Today (October 20) plans aimed at ‘supporting long-term investment in the UK’s renewables industries’, were laid out by energy secretary Chris Huhne.
The announcement means an increase in funding for the fledgling marine energy market, but the self-proclaimed ‘greenest government ever’ is also planning cuts for more established sectors.
Wave and tidal energy producing projects will, under the proposals, receive five Renewables Obligation Certificates (ROCs) a MWh with no overall cap.
However, banding levels for ROCs for onshore wind generators will be lowered from one ROC a MWh to 0.9.
And, offshore wind funding could be slashed from two ROCs to 1.9 ROCs from April 2015 and then down to 1.8 ROCs in April 2016.
The Energy from Waste (EfW) industry also saw a cut in funding from the government.
Mr Huhne hopes the plans would cost between £0.4bn and £1.3bn less than retaining current bandings.
He said: “We have studied how much subsidy different technologies need, here new technologies desperately need help to reach the market, such as wave and tidal, we’re increasing support.
“But where market costs have come down or will come down, we’re reducing the subsidy.”
By 2017, as a result of these proposals, Mr Huhne hopes to see 70-75 TWh of renewable electricity in the UK.
This would be 70% of the way towards the 108TWh of electricity needed to meet the UK’s 2020 renewable energy target.
However research by RenewableUK shows that the cuts of 0.1 of a ROC for onshore wind could reduce deployment from 12GW to 10.4GW by 2017 – potentially enough power for nearly a 1m homes.
RenewableUK chief executive, Maria McCaffery, said: “Any reduction in financial support will have an impact on the industry, reducing deployment, and potentially jeopardising momentum as we strive to reach our carbon reduction targets.
“However, we recognise the need to drive down costs across the sector, especially offshore.
“Any changes need to be carefully balanced as the proposed onshore reduction would have a disproportionate impact on small community-based wind energy projects, as they don’t enjoy the economies of scale which larger projects can harness.”
Utilyx risk analyst, Andrew Horstead, said: “It’s right that government is lowering subsidies for more mature technologies and raising those for technologies that need greater assistance; we would expect that.
“However, these levels are now to be consulted on, which means further delays and a hiatus in investment until the rules are clarified.
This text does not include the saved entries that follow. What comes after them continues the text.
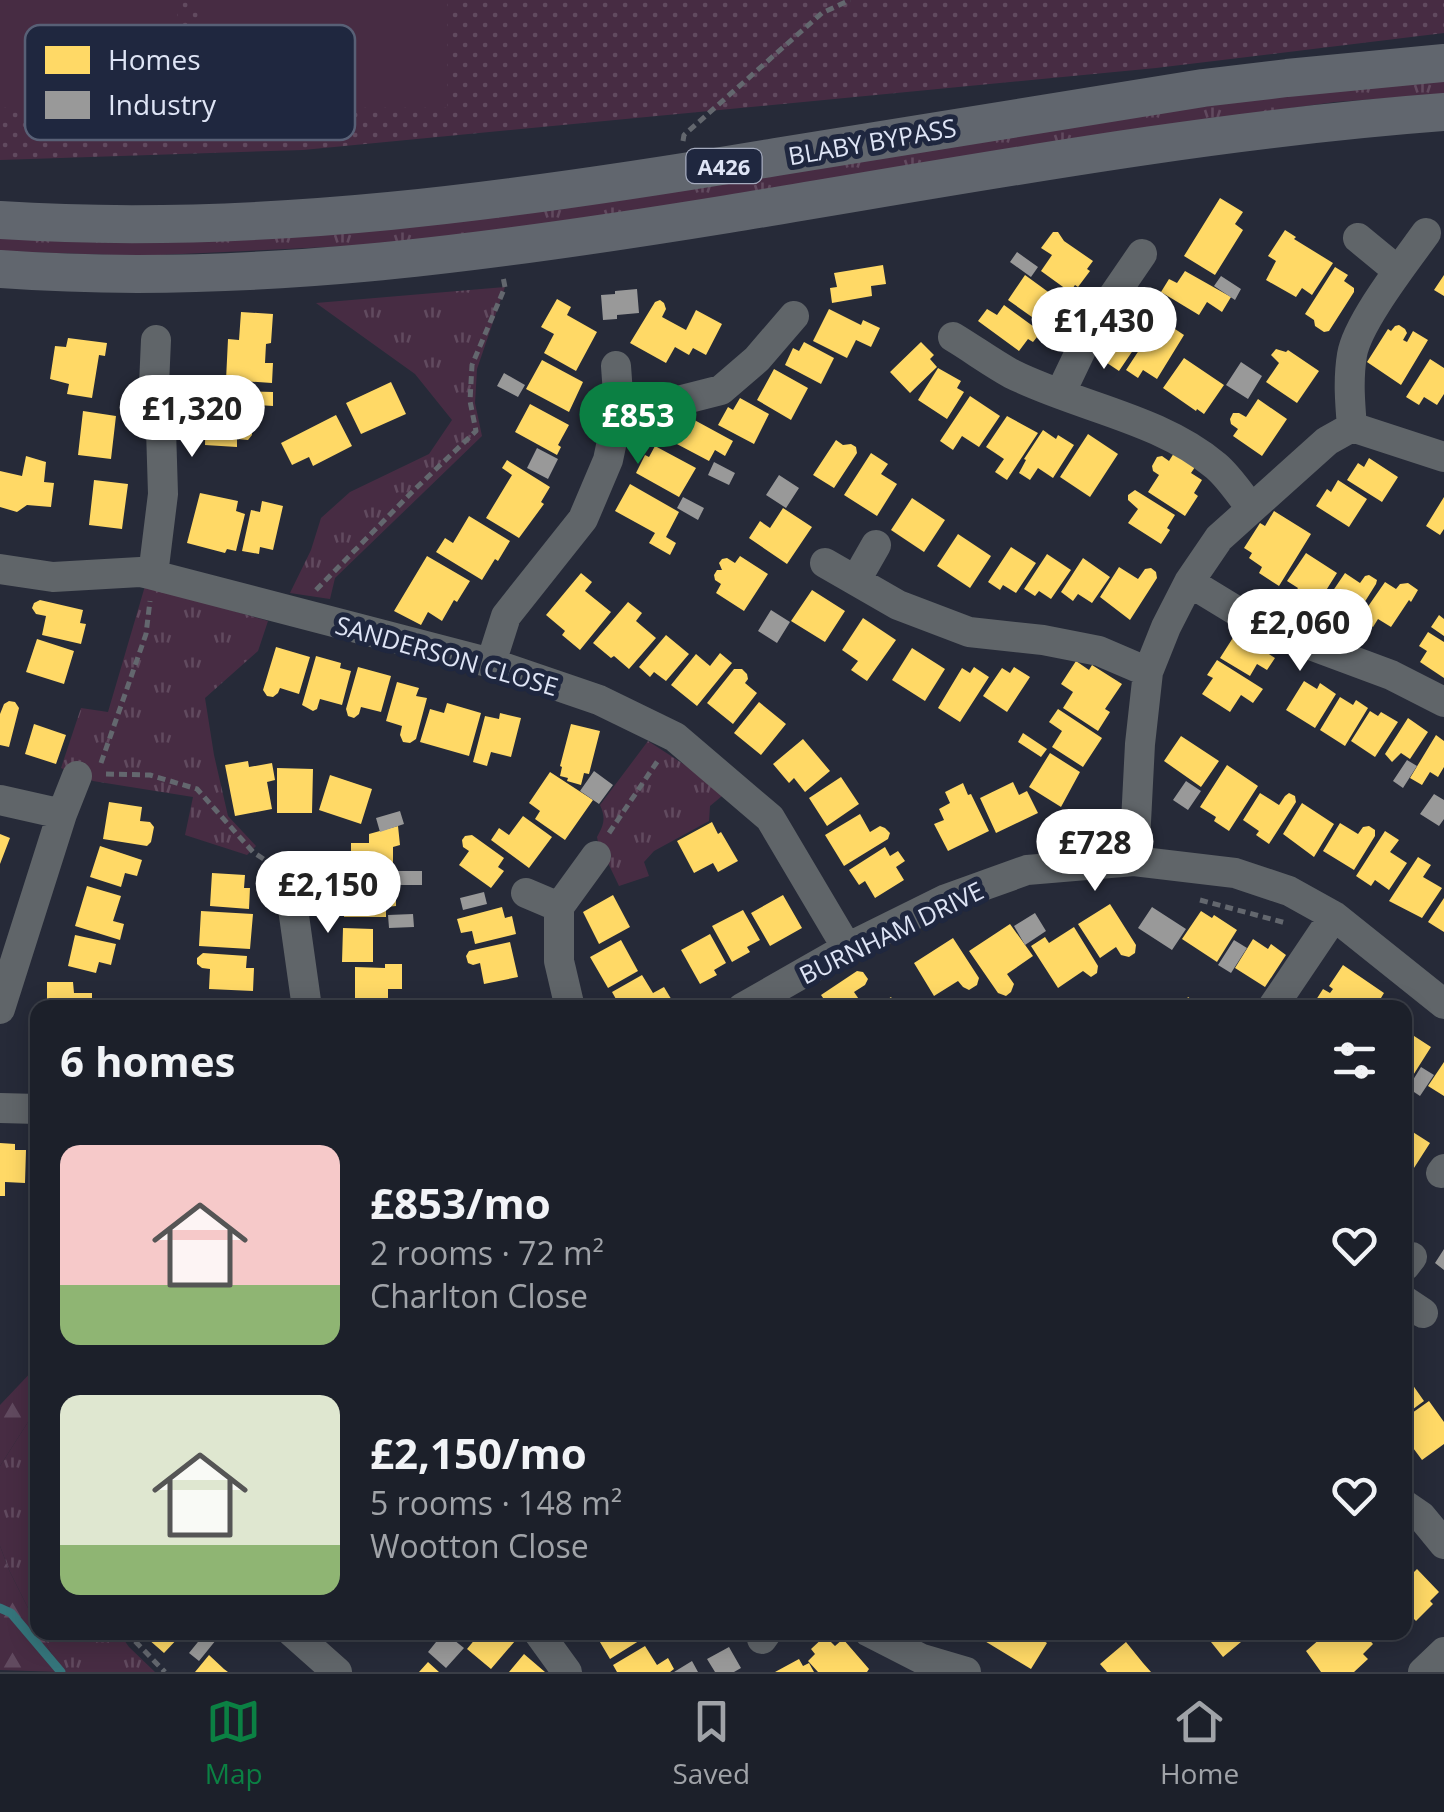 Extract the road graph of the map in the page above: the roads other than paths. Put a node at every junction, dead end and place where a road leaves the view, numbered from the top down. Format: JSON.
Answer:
{"nodes":[{"id":1,"x":1444,"y":63,"type":"edge"},
{"id":2,"x":1444,"y":112,"type":"edge"},
{"id":3,"x":0,"y":220,"type":"edge"},
{"id":4,"x":1426,"y":233,"type":"dead end"},
{"id":5,"x":1358,"y":238,"type":"dead end"},
{"id":6,"x":1142,"y":254,"type":"dead end"},
{"id":7,"x":0,"y":269,"type":"edge"},
{"id":8,"x":1398,"y":271,"type":"junction"},
{"id":9,"x":794,"y":316,"type":"dead end"},
{"id":10,"x":953,"y":337,"type":"dead end"},
{"id":11,"x":156,"y":340,"type":"dead end"},
{"id":12,"x":616,"y":366,"type":"dead end"},
{"id":13,"x":1061,"y":392,"type":"junction"},
{"id":14,"x":619,"y":408,"type":"junction"},
{"id":15,"x":1352,"y":427,"type":"junction"},
{"id":16,"x":1444,"y":457,"type":"edge"},
{"id":17,"x":1250,"y":508,"type":"junction"},
{"id":18,"x":876,"y":545,"type":"dead end"},
{"id":19,"x":825,"y":562,"type":"dead end"},
{"id":20,"x":0,"y":568,"type":"edge"},
{"id":21,"x":153,"y":575,"type":"junction"},
{"id":22,"x":856,"y":580,"type":"junction"},
{"id":23,"x":1190,"y":582,"type":"junction"},
{"id":24,"x":491,"y":662,"type":"junction"},
{"id":25,"x":1148,"y":672,"type":"junction"},
{"id":26,"x":1444,"y":702,"type":"edge"},
{"id":27,"x":77,"y":776,"type":"dead end"},
{"id":28,"x":0,"y":800,"type":"edge"},
{"id":29,"x":62,"y":814,"type":"junction"},
{"id":30,"x":596,"y":856,"type":"road end"},
{"id":31,"x":1134,"y":861,"type":"junction"},
{"id":32,"x":288,"y":864,"type":"road end"},
{"id":33,"x":526,"y":893,"type":"dead end"},
{"id":34,"x":559,"y":907,"type":"junction"},
{"id":35,"x":1328,"y":926,"type":"junction"},
{"id":36,"x":846,"y":948,"type":"junction"},
{"id":37,"x":306,"y":1000,"type":"edge"},
{"id":38,"x":568,"y":1000,"type":"edge"},
{"id":39,"x":761,"y":1000,"type":"edge"},
{"id":40,"x":1277,"y":1000,"type":"edge"},
{"id":41,"x":1444,"y":1004,"type":"edge"},
{"id":42,"x":0,"y":1010,"type":"edge"},
{"id":43,"x":0,"y":1108,"type":"edge"},
{"id":44,"x":30,"y":1109,"type":"edge"},
{"id":45,"x":1412,"y":1510,"type":"edge"},
{"id":46,"x":1444,"y":1544,"type":"edge"},
{"id":47,"x":301,"y":1640,"type":"edge"},
{"id":48,"x":544,"y":1640,"type":"edge"},
{"id":49,"x":885,"y":1640,"type":"edge"},
{"id":50,"x":1444,"y":1652,"type":"edge"},
{"id":51,"x":337,"y":1672,"type":"edge"},
{"id":52,"x":566,"y":1672,"type":"edge"},
{"id":53,"x":966,"y":1672,"type":"edge"},
{"id":54,"x":1423,"y":1672,"type":"edge"}],
"edges":[{"from":1,"to":3,"type":"main road","name":"BLABY BYPASS","number":"A426"},
{"from":2,"to":7,"type":"main road","name":"BLABY BYPASS","number":"A426"},
{"from":4,"to":8,"type":"street"},
{"from":5,"to":8,"type":"street"},
{"from":6,"to":13,"type":"street"},
{"from":8,"to":15,"type":"street"},
{"from":9,"to":14,"type":"street"},
{"from":10,"to":13,"type":"street"},
{"from":11,"to":21,"type":"street"},
{"from":12,"to":14,"type":"street"},
{"from":13,"to":17,"type":"street"},
{"from":14,"to":24,"type":"street"},
{"from":15,"to":16,"type":"street"},
{"from":15,"to":17,"type":"street"},
{"from":17,"to":23,"type":"street"},
{"from":18,"to":22,"type":"street"},
{"from":19,"to":22,"type":"street"},
{"from":20,"to":21,"type":"street","name":"SANDERSON CLOSE"},
{"from":21,"to":24,"type":"street","name":"SANDERSON CLOSE"},
{"from":22,"to":25,"type":"street"},
{"from":23,"to":25,"type":"street"},
{"from":23,"to":26,"type":"street"},
{"from":24,"to":36,"type":"street","name":"SANDERSON CLOSE"},
{"from":25,"to":31,"type":"street"},
{"from":27,"to":29,"type":"street"},
{"from":28,"to":29,"type":"street"},
{"from":29,"to":42,"type":"street"},
{"from":30,"to":34,"type":"street"},
{"from":31,"to":35,"type":"street","name":"BURNHAM DRIVE"},
{"from":31,"to":36,"type":"street","name":"BURNHAM DRIVE"},
{"from":32,"to":37,"type":"street"},
{"from":33,"to":34,"type":"street"},
{"from":34,"to":38,"type":"street"},
{"from":35,"to":40,"type":"street"},
{"from":35,"to":41,"type":"street","name":"BURNHAM DRIVE"},
{"from":36,"to":39,"type":"street","name":"BURNHAM DRIVE"},
{"from":43,"to":44,"type":"street"},
{"from":45,"to":46,"type":"street"},
{"from":47,"to":51,"type":"street"},
{"from":48,"to":52,"type":"street"},
{"from":49,"to":53,"type":"street"},
{"from":50,"to":54,"type":"street"}]}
“The government is fast losing its green credibility following its u-turn on solar support through the domestic and large scale feed in tariff scheme and Scottish Power pulling out of the government’s flagship carbon capture and storage project. Through this consultation period the government must ensure it listens and engages with industry.
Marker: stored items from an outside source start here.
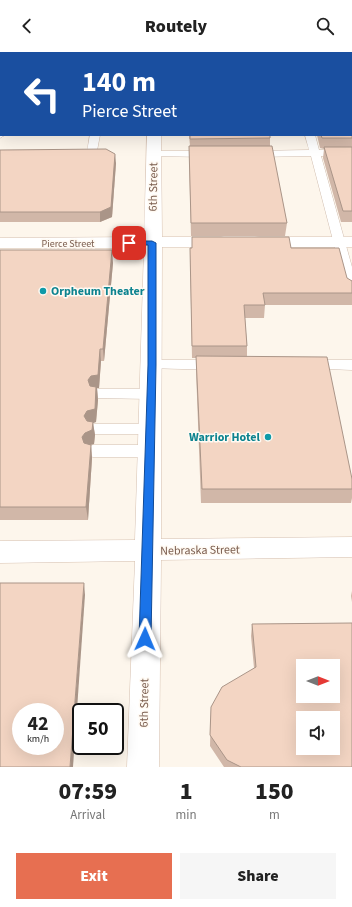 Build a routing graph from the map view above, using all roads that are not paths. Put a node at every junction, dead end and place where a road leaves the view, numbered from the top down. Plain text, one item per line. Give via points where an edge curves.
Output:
1 (95, 136) edge
2 (154, 136) edge
3 (310, 136) edge
4 (352, 153) edge
5 (69, 154) edge
6 (154, 154) junction
7 (222, 154) edge
8 (245, 154) edge
9 (315, 154) junction
10 (346, 242) edge
11 (0, 243) edge
12 (152, 243) junction
13 (352, 290) edge
14 (152, 365) junction
15 (230, 365) edge
16 (298, 365) edge
17 (352, 365) edge
18 (98, 394) dead end
19 (151, 394) junction
20 (95, 429) dead end
21 (150, 440) junction
22 (93, 451) dead end
23 (352, 548) edge
24 (146, 551) junction
25 (0, 552) edge
26 (143, 767) edge

1 - 5 lane via 92,154
2 - 6 main road, 6th Street
3 - 9 lane
4 - 9 lane
6 - 7 lane
6 - 12 main road, 6th Street
8 - 9 lane
9 - 10 lane
10 - 12 main road, Pierce Street
10 - 13 lane
11 - 12 main road, Pierce Street
12 - 14 main road, 6th Street
14 - 15 lane
14 - 19 main road, 6th Street
16 - 17 lane
18 - 19 lane
19 - 21 main road, 6th Street
20 - 21 lane
21 - 22 lane
21 - 24 main road, 6th Street
23 - 24 main road, Nebraska Street
24 - 25 main road, Nebraska Street
24 - 26 main road, 6th Street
“If it doesn’t, it can kiss goodbye to its climate change ambitions.”
RSPB head of climate change policy, Harry Huyton, said: “A number of serious and urgent challenges remain.
“In particular, we have yet to see government’s proposals for support for small-scale renewables.
“And DECC have not made a serious attempt to ensure that renewable energy subsidies don’t perversely incentivise a bioenergy industry dependant on massive imports of wood from across the world.”
The consultation on banding for the Renewables Obligation is available on the DECC website and runs until January 12 next year.